WDMC
- Melbourne, Florida; United States;
- Broadcast area: Space Coast
- Frequency: 920 kHz

Programming
- Format: Catholic radio
- Affiliations: EWTN Radio

Ownership
- Owner: Divine Mercy Communications

History
- First air date: January 4, 1956
- Former call signs: WMEL (1956–2008)
- Call sign meaning: Divine Mercy Communications

Technical information
- Licensing authority: FCC
- Facility ID: 55005
- Class: B
- Power: 8,000 watts (day); 4,000 watts (night);
- Transmitter coordinates: 28°7′16″N 80°43′09″W﻿ / ﻿28.12111°N 80.71917°W

Links
- Public license information: Public file; LMS;
- Website: divinemercyradio.com

= WDMC (AM) =

WDMC (920 AM) is a noncommercial radio station licensed to Melbourne, Florida, United States, serving much of the Space Coast.

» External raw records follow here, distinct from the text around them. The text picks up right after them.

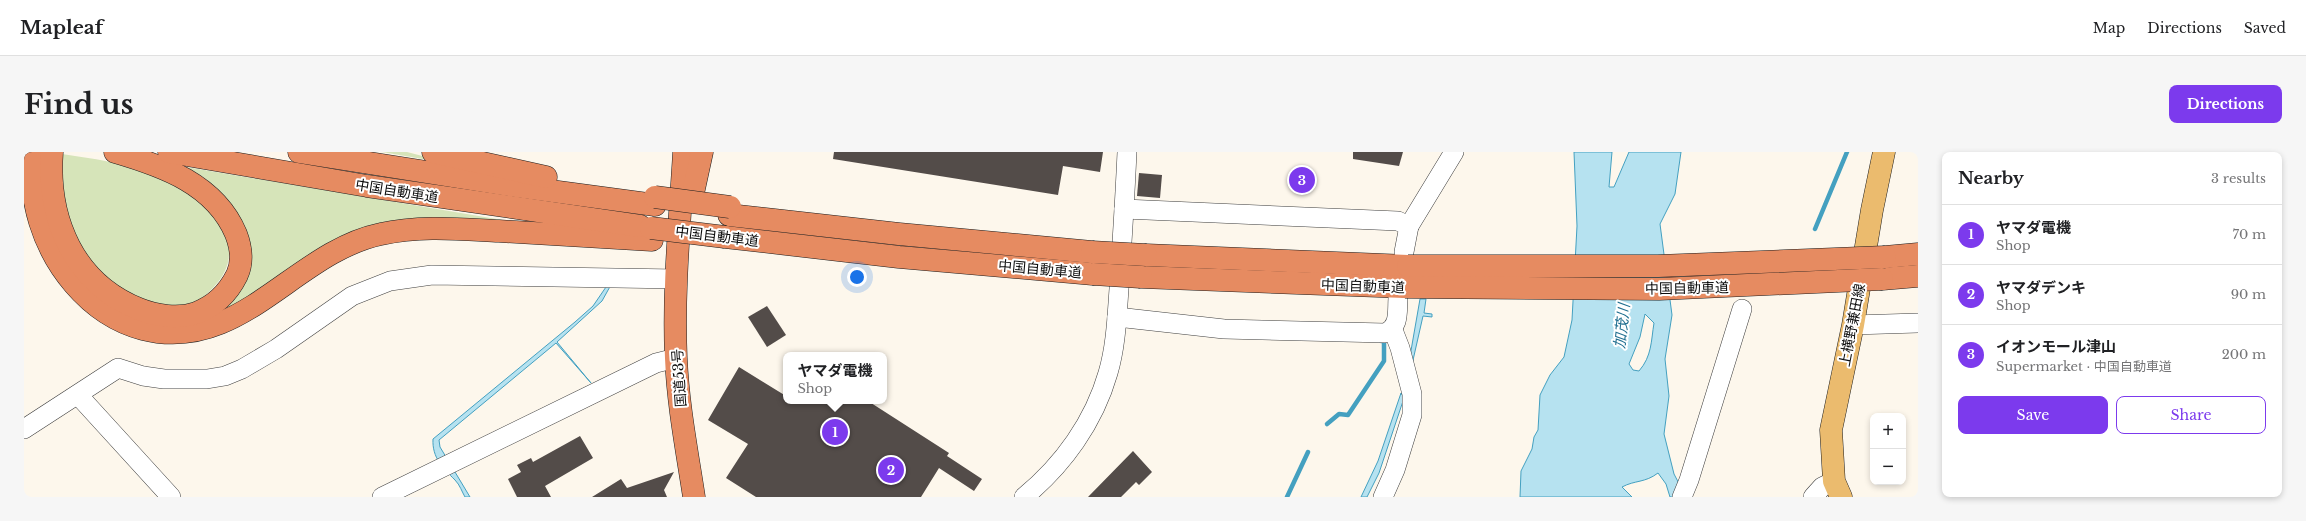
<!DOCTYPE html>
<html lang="en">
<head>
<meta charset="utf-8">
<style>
  body { margin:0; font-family:"Libre Baskerville","Noto Sans JP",serif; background:#f6f6f6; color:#202124 }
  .controls { position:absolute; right:12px; bottom:12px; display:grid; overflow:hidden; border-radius:8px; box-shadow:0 2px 6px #0003 }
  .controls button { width:36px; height:36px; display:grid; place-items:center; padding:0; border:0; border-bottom:1px solid #e0e0e0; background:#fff; color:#202124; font:20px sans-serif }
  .you { position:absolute; left:833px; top:125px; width:14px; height:14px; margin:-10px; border:3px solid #fff; border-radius:50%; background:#1a73e8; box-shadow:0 0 0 6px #1a73e833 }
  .badge { display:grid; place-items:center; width:26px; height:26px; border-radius:50%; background:#7c3aed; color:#fff; font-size:13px; font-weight:700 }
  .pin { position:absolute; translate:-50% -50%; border:2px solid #fff; box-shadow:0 1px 4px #0006 }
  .popup { position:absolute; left:759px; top:200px; width:104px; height:52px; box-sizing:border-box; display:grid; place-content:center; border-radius:8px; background:#fff; filter:drop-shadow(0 1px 3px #0005); font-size:13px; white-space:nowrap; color:#757577 }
  .popup b { font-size:15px; color:#202124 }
  .popup::after { content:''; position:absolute; left:50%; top:100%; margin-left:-8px; border:8px solid transparent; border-top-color:#fff }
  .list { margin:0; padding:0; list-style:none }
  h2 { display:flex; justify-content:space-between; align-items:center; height:52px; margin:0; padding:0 16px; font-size:17px }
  h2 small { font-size:13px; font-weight:400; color:#757577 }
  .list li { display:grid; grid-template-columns:26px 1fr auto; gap:12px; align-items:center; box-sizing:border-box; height:60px; padding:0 16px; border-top:1px solid #e0e0e0 }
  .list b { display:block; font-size:15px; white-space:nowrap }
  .list p { margin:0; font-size:13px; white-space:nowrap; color:#757577 }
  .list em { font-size:13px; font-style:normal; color:#757577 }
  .actions { display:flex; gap:8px; padding:12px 16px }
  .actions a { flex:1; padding:9px 0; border:1px solid #7c3aed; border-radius:8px; text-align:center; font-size:14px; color:#7c3aed }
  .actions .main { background:#7c3aed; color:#fff }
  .map { position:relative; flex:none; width:1894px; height:345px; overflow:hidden; border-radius:8px }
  header { display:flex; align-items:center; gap:24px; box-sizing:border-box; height:56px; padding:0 20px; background:#fff; border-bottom:1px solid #e0e0e0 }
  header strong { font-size:19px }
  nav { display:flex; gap:22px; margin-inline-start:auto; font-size:14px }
  .intro { display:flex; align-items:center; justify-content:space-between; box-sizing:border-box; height:96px; padding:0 24px }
  h1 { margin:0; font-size:28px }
  .button { padding:10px 18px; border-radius:8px; background:#7c3aed; color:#fff; font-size:14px; font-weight:700 }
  main { display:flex; gap:24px; padding:0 24px }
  aside { flex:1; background:#fff; border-radius:8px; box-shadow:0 2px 6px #0003 }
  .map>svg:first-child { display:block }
  .green { fill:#d6e4b9 }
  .water { fill:#b6e2f0; stroke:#44a0c0; fill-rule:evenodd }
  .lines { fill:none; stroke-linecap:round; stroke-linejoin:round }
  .stream { stroke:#44a0c0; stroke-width:4.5 }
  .building { fill:#534c49 }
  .minor-casing { stroke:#3f3f3f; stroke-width:20 }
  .major-casing { stroke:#1d1d1d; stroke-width:23 }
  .highway-casing { stroke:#1d1d1d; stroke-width:23 }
  .minor { stroke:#fff; stroke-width:19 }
  .major { stroke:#ebbb6e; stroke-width:22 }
  .highway { stroke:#e68b61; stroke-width:22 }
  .highway-bridge-casing { stroke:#1d1d1d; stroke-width:23; stroke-linecap:butt }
  .highway-bridge { stroke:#e68b61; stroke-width:22 }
  .labels { text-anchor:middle; stroke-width:4; stroke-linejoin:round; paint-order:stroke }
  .street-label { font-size:14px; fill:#0c0c0c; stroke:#fff }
  .water-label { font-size:15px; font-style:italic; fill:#227091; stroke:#fff }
</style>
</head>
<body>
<header>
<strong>Mapleaf</strong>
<nav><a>Map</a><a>Directions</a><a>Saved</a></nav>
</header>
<div class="intro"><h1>Find us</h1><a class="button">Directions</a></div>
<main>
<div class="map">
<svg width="1894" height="345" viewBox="0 0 1894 345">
  <rect width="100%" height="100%" fill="#fdf7ec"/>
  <!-- green -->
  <g class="green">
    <path d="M 358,0 L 383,0 L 433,13 Z"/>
    <path d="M 38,2 C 68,7 100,10 129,22 C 138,26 147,31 156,36 C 163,39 171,42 177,47 C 182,50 185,57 189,61 C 209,86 212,112 189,136 C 182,143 175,150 164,152 C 113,165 56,115 44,68 C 39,46 39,24 38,2 Z"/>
    <path d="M 162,15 L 491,70 L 396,69 L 243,136 L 180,168 L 223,82 C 212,51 191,30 162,15 Z"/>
  </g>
  <!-- water -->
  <g class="water">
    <path d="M 1550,0 L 1588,0 L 1585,35 L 1590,35 L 1605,0 L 1657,0 L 1651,42 L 1636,72 L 1648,163 L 1641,207 L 1645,244 L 1640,282 L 1650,322 L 1662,345 L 1646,345 L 1642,332 L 1634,321 C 1621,331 1611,328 1598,335 L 1608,345 L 1496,345 L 1497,319 L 1508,297 L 1510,285 L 1514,278 L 1516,243 L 1526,223 L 1540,205 L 1548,168 L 1553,74 ZM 1621,162 L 1630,171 C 1627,189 1628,204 1615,219 L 1609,218 L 1605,212 L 1616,185 Z"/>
    <path d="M 588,131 L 578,149 L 533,190 L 567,231 L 532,191 L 415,288 L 416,295 L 446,345 L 441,345 C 438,340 436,333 431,328 C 419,316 408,306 409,287 L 551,170 L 569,154 L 582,135 Z"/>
    <path d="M 1396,147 L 1402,147 L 1400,161 L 1408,162 L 1408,165 L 1399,164 L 1387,217 L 1385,210 Z"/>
    <path d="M 1377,241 L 1380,246 L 1355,321 L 1343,345 L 1337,345 L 1354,309 Z"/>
  </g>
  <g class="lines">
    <!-- stream -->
    <g class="stream">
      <path d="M 1791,77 L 1823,0"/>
      <path d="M 1303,272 L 1315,262 L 1324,263 L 1360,209 L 1360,189 L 1357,189"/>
      <path d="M 1263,345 L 1284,300"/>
    </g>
  </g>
  <!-- building -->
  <g class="building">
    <path d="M 810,0 L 1079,0 L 1076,20 L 1039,14 L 1034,43 L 809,7 Z"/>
    <path d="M 1329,0 L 1379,0 L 1375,14 L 1329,7 Z"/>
    <path d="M 1115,21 L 1138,23 L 1136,46 L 1113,44 Z"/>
    <path d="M 743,154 L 762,183 L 743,195 L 724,165 Z"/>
    <path d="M 715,215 L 762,244 L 762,249 L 844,249 L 925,301 L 923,304 L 958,327 L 950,339 L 915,316 L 897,345 L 732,345 L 702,326 L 724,292 L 684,268 Z"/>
    <path d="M 556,284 L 569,306 L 521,334 L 527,345 L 493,345 L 484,327 L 497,320 L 493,313 L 507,306 L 509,310 Z"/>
    <path d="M 1109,299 L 1128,320 L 1115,333 L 1112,330 L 1097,345 L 1064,345 Z"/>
    <path d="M 650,320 L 640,338 L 643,345 L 568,345 L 597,327 L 603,336 Z"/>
  </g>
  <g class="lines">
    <defs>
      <g id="minor">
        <path d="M 1100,57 L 1374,69 L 1385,74 L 1380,100"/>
        <path d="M 1385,74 L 1430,0"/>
        <path d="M 1093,165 L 1200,177 L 1361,181 C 1376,175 1373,160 1374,146"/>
        <path d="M 1829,173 L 1894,171"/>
        <path d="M 54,243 L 147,345"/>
        <path d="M 0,277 L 94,216 L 119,224 L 140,227 L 183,227 L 201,224 L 218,217 L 252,197 L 328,144 L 366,129 L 408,123 L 653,127"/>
        <path d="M 358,345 L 632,211 L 652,206"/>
        <path d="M 1000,345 C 1039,313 1070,270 1084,221 C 1092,194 1093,164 1095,137 C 1098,91 1101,46 1103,0"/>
        <path d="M 1359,345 L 1371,318 L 1388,263 L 1388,242 L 1376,196 L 1369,178"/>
        <path d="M 1658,345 L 1665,328 L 1718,157"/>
        <path d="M 1789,345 L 1798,335 L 1810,329"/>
      </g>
      <path id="major" d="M 1817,345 L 1810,329 L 1807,278 L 1829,173 L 1848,58 L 1860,0"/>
      <g id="highway">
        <path d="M 9,0 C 4,47 19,96 50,132 C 68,153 92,170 119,177 C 216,202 270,100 357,82 C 396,73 436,77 475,79 C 526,82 577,85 628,88"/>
        <path d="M 28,0 C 23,68 50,131 115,157 C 132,164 155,167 172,161 C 191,154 204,141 213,123 C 219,110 217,95 212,82 C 191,32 139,14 91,0"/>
        <path d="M 145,0 L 343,34 L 616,74"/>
        <path d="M 275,0 L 491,34 L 631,53"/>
        <path d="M 409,0 L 522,25"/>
        <path d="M 660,0 C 656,68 649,138 652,206 C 654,253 663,299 670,345"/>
        <path d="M 668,46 L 678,0"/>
        <path d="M 705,63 L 875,82 L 1068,100"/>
        <path d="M 701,85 L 875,105 L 1069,122"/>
        <path d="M 1122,103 L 1384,114"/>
        <path d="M 1861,105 L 1894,102"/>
        <path d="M 1117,125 L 1381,135"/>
        <path d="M 1858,127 L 1894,124"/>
      </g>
    </defs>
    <!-- minor casing -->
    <use href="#minor" class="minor-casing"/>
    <!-- major casing -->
    <use href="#major" class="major-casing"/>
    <!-- highway casing -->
    <use href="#highway" class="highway-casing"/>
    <!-- minor -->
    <use href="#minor" class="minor"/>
    <!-- major -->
    <use href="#major" class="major"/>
    <!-- highway -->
    <use href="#highway" class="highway"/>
    <defs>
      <g id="highway-bridge">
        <path d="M 631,45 L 706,55"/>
        <path d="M 627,76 L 701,85"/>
        <path d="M 1068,100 L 1122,103"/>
        <path d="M 1384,114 L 1634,114 L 1861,105"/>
        <path d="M 1069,122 L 1117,125"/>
        <path d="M 1381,135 L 1635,137 L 1858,127"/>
      </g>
    </defs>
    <!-- highway-bridge casing -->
    <use href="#highway-bridge" class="highway-bridge-casing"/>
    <!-- highway-bridge -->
    <use href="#highway-bridge" class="highway-bridge"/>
  </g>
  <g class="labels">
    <!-- street labels -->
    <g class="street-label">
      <text transform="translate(373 39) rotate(9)" y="5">中国自動車道</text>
      <text transform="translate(693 84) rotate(7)" y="5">中国自動車道</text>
      <text transform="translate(1016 117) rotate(5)" y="5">中国自動車道</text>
      <text transform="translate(1339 134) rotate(2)" y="5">中国自動車道</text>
      <text transform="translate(1663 136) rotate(-1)" y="5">中国自動車道</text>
      <text transform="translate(1828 173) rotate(-79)" y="5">上横野兼田線</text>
      <text transform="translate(655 226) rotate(-94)" y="5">国道53号</text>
    </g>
    <!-- water labels -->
    <g class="water-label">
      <text transform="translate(1598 174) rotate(-84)" y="5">加茂川</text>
    </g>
  </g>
</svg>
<div class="controls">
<button>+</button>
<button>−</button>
</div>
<div class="you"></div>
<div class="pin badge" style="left:811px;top:280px">1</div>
<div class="popup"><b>ヤマダ電機</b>Shop</div>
<div class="pin badge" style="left:867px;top:318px">2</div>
<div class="pin badge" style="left:1278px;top:28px">3</div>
</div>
<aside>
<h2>Nearby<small>3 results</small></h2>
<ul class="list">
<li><span class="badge">1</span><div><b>ヤマダ電機</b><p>Shop</p></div><em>70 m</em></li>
<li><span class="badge">2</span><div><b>ヤマダデンキ</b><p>Shop</p></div><em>90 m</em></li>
<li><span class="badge">3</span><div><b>イオンモール津山</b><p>Supermarket · 中国自動車道</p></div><em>200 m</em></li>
</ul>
<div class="actions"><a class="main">Save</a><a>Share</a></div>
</aside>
</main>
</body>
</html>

Owned by Divine Mercy Communications, it carries a Catholic radio format with programming sourced through EWTN Radio. WDMC's transmitter is sited on Eau Gallie Boulevard in Melbourne.

==History==
On January 4, 1956, the station first signed on the air. For most of its years on the air, the station had the call sign WMEL, standing for its community of license, Melbourne. It had a middle of the road format of popular music, news and sports. It was a network affiliate of CBS Radio News.